* Task prompt *
What lines of the data hold the string "lane"? Copy them all.

################

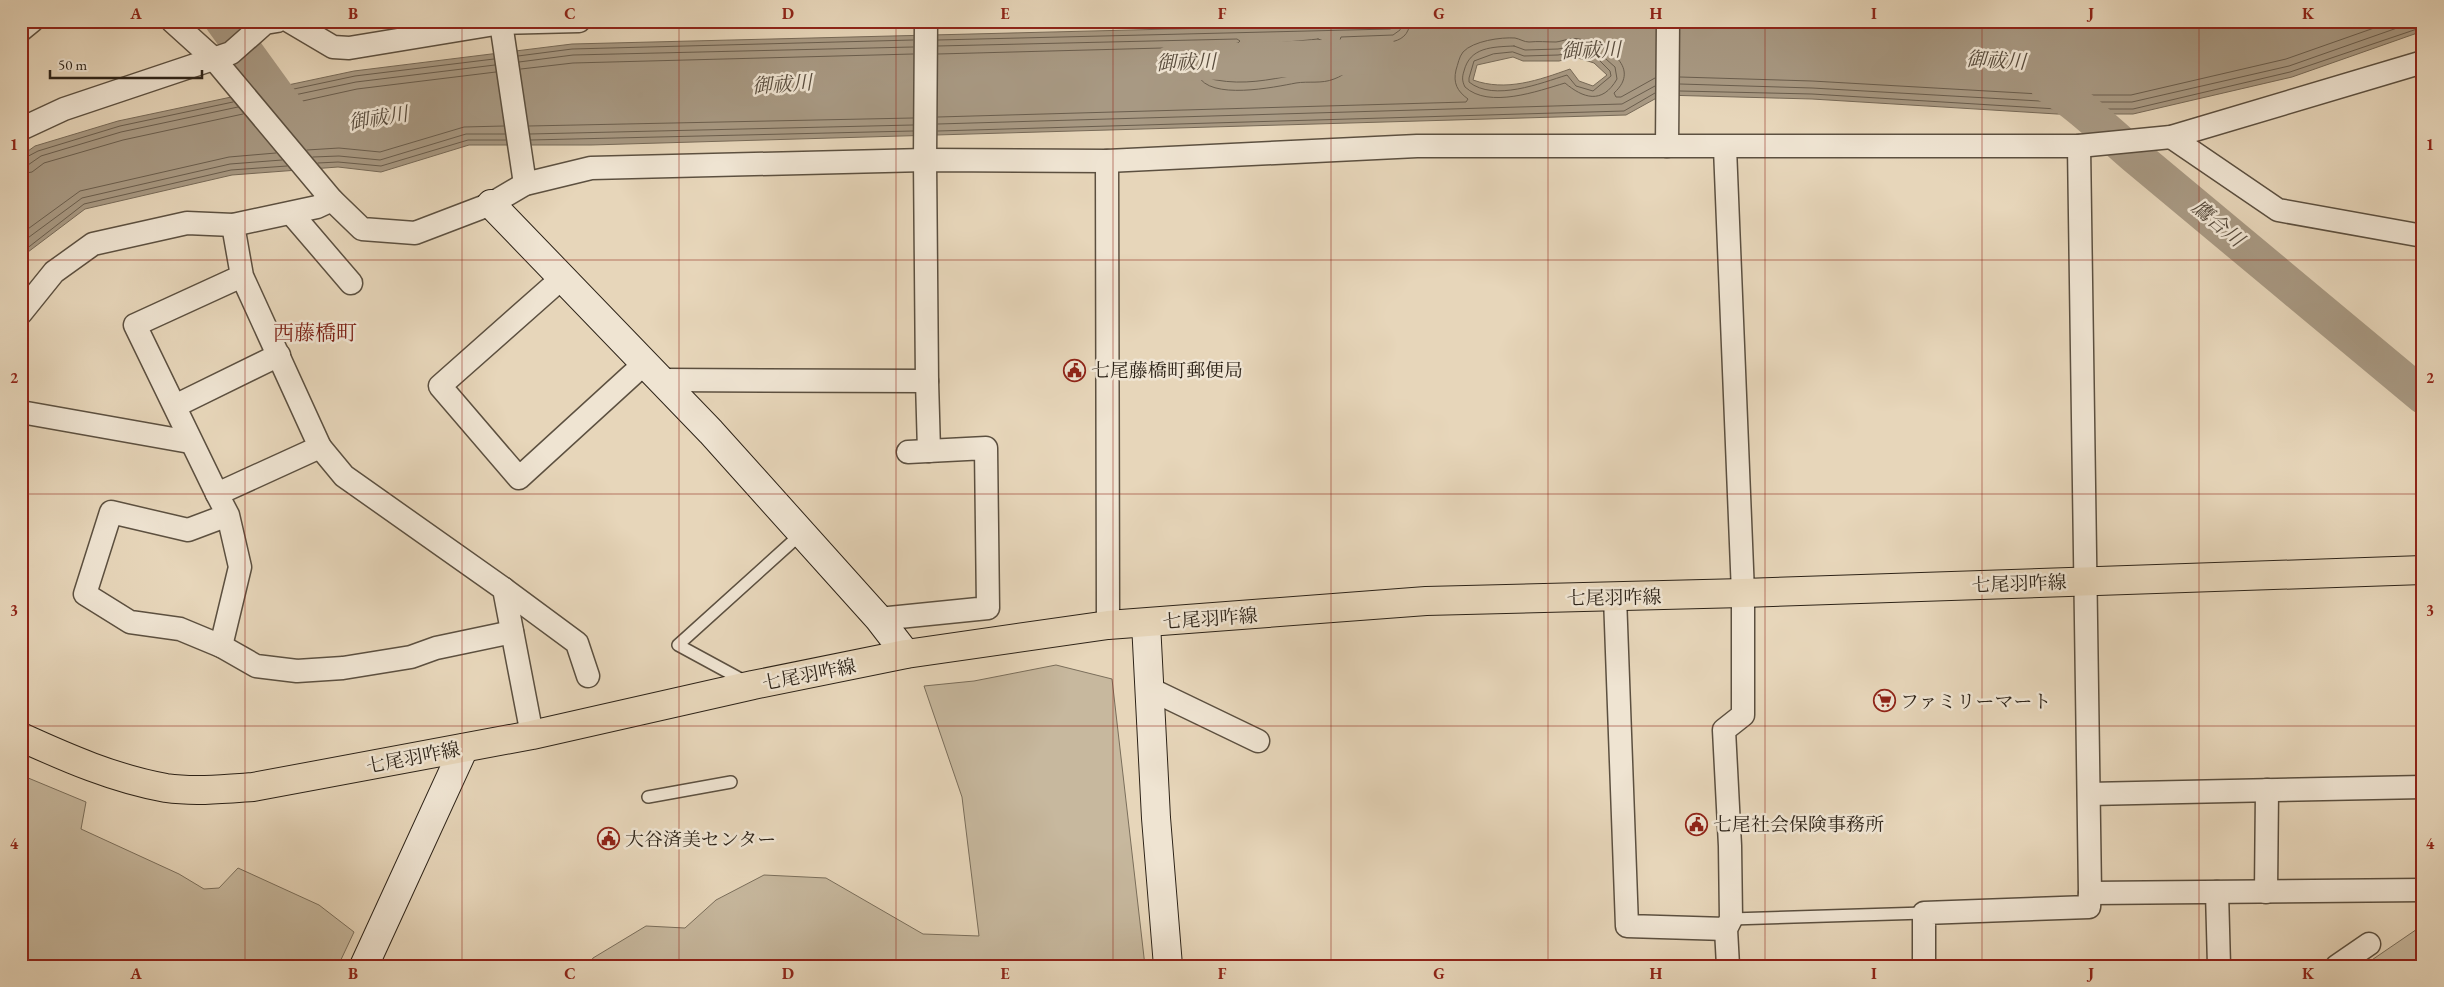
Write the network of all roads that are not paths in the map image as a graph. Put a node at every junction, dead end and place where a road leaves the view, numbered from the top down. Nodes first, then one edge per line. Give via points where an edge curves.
1 (32, 21) edge
2 (172, 21) edge
3 (289, 21) edge
4 (578, 21) edge
5 (926, 21) edge
6 (1668, 21) edge
7 (501, 23) junction
8 (268, 25) edge
9 (21, 30) edge
10 (222, 56) junction
11 (2423, 62) edge
12 (21, 129) edge
13 (2164, 138) junction
14 (1667, 146) junction
15 (2084, 146) junction
16 (1725, 148) junction
17 (925, 160) junction
18 (1106, 161) junction
19 (525, 184) junction
20 (332, 200) junction
21 (491, 204) junction
22 (291, 212) junction
23 (233, 225) junction
24 (2423, 236) edge
25 (242, 276) junction
26 (562, 278) junction
27 (351, 283) dead end
28 (21, 313) edge
29 (279, 355) junction
30 (653, 372) junction
31 (928, 381) junction
32 (175, 406) junction
33 (21, 412) edge
34 (190, 442) junction
35 (320, 446) junction
36 (217, 494) junction
37 (228, 515) junction
38 (802, 533) junction
39 (2423, 570) edge
40 (2087, 581) junction
41 (504, 589) junction
42 (1743, 593) junction
43 (1615, 596) junction
44 (879, 619) junction
45 (1146, 623) junction
46 (1108, 625) junction
47 (512, 632) junction
48 (221, 646) junction
49 (906, 654) junction
50 (588, 676) dead end
51 (753, 685) junction
52 (1150, 689) junction
53 (532, 735) junction
54 (21, 737) edge
55 (1258, 741) dead end
56 (464, 748) junction
57 (731, 782) dead end
58 (2423, 787) edge
59 (2267, 790) junction
60 (2089, 794) junction
61 (648, 797) dead end
62 (2423, 890) edge
63 (2217, 892) junction
64 (2266, 892) junction
65 (2090, 893) junction
66 (1924, 913) junction
67 (1728, 924) junction
68 (2368, 944) dead end
69 (364, 966) edge
70 (1168, 966) edge
71 (1728, 966) edge
72 (1924, 966) edge
73 (2220, 966) edge
74 (2337, 966) edge

1 - 9 street
2 - 10 street
3 - 7 street via 333,47 350,48
4 - 7 street
5 - 17 street
6 - 14 street
7 - 19 street
8 - 10 street
10 - 12 street via 64,109
10 - 20 street
11 - 13 street
13 - 15 street
13 - 24 street via 2278,210
14 - 16 street
14 - 18 street via 1417,146
15 - 16 street
15 - 40 street
16 - 42 street
17 - 18 street
17 - 19 street via 591,168
17 - 31 street
18 - 46 street
19 - 21 street
20 - 21 street via 362,229 415,233
20 - 22 street via 317,207
21 - 26 street
22 - 23 street
22 - 27 street
23 - 25 street
23 - 28 street via 187,223 93,244 54,272
25 - 29 street
25 - 32 street via 135,325
26 - 30 street
26 - 30 street via 440,386 519,478
29 - 32 street
29 - 35 street
30 - 31 street
30 - 38 street
31 - 44 street via 918,451 986,448 988,608
32 - 34 street
33 - 34 street
34 - 36 street
35 - 36 street
35 - 41 street via 344,476
36 - 37 street
37 - 48 street via 240,567
37 - 48 street via 188,530 111,512 85,594 130,622 180,629
38 - 44 street
38 - 51 lane via 678,645
39 - 40 main road, 七尾羽咋線
40 - 42 main road, 七尾羽咋線
40 - 60 street
41 - 47 street
41 - 50 street via 577,643
42 - 43 main road, 七尾羽咋線
42 - 67 street via 1743,715 1724,730 1730,846
43 - 45 main road, 七尾羽咋線 via 1426,601
43 - 67 street via 1627,926
44 - 49 street
45 - 46 main road, 七尾羽咋線
45 - 52 street
46 - 49 main road, 七尾羽咋線
47 - 48 street via 436,648 410,658 297,671 256,666
47 - 53 street
49 - 51 main road, 七尾羽咋線
51 - 53 main road, 七尾羽咋線
52 - 55 street
52 - 70 street
53 - 56 main road, 七尾羽咋線
54 - 56 main road, 七尾羽咋線 via 116,775 166,788 213,790 254,787
56 - 69 street
57 - 61 lane
58 - 59 street
59 - 60 street
59 - 64 street
60 - 65 street
62 - 64 street
63 - 64 street
63 - 65 street
63 - 73 street
65 - 66 street via 2088,907
66 - 67 lane
66 - 72 street
67 - 71 street
68 - 74 street

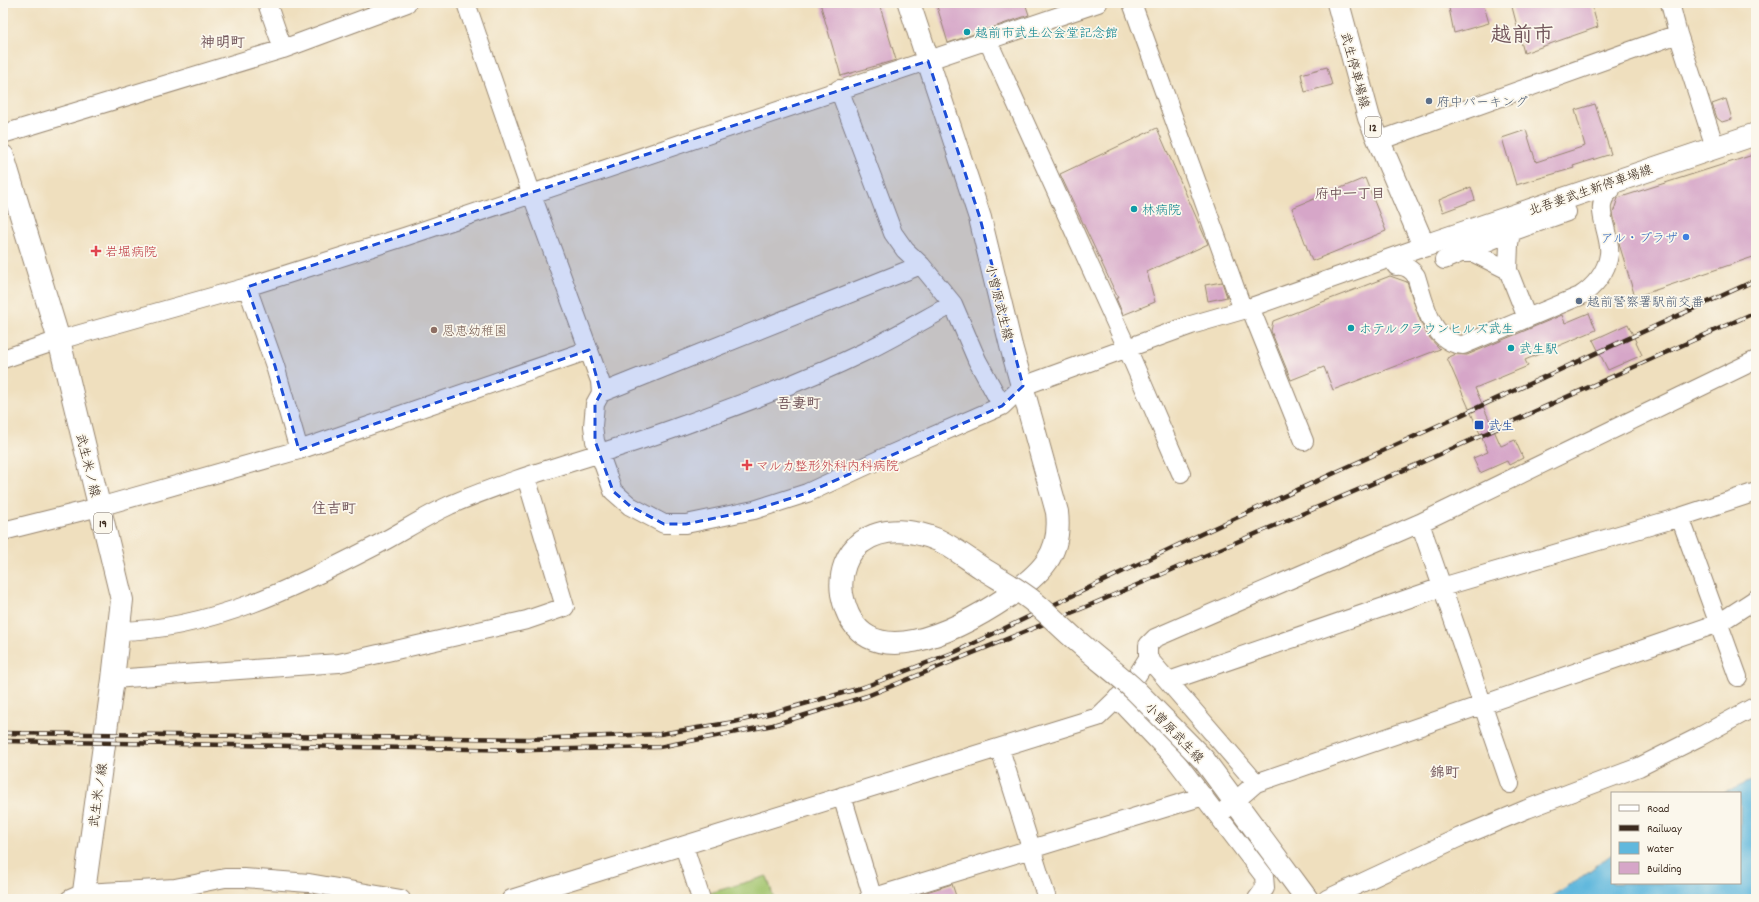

################

* Output of the task *
38 - 51 lane via 678,645
57 - 61 lane
66 - 67 lane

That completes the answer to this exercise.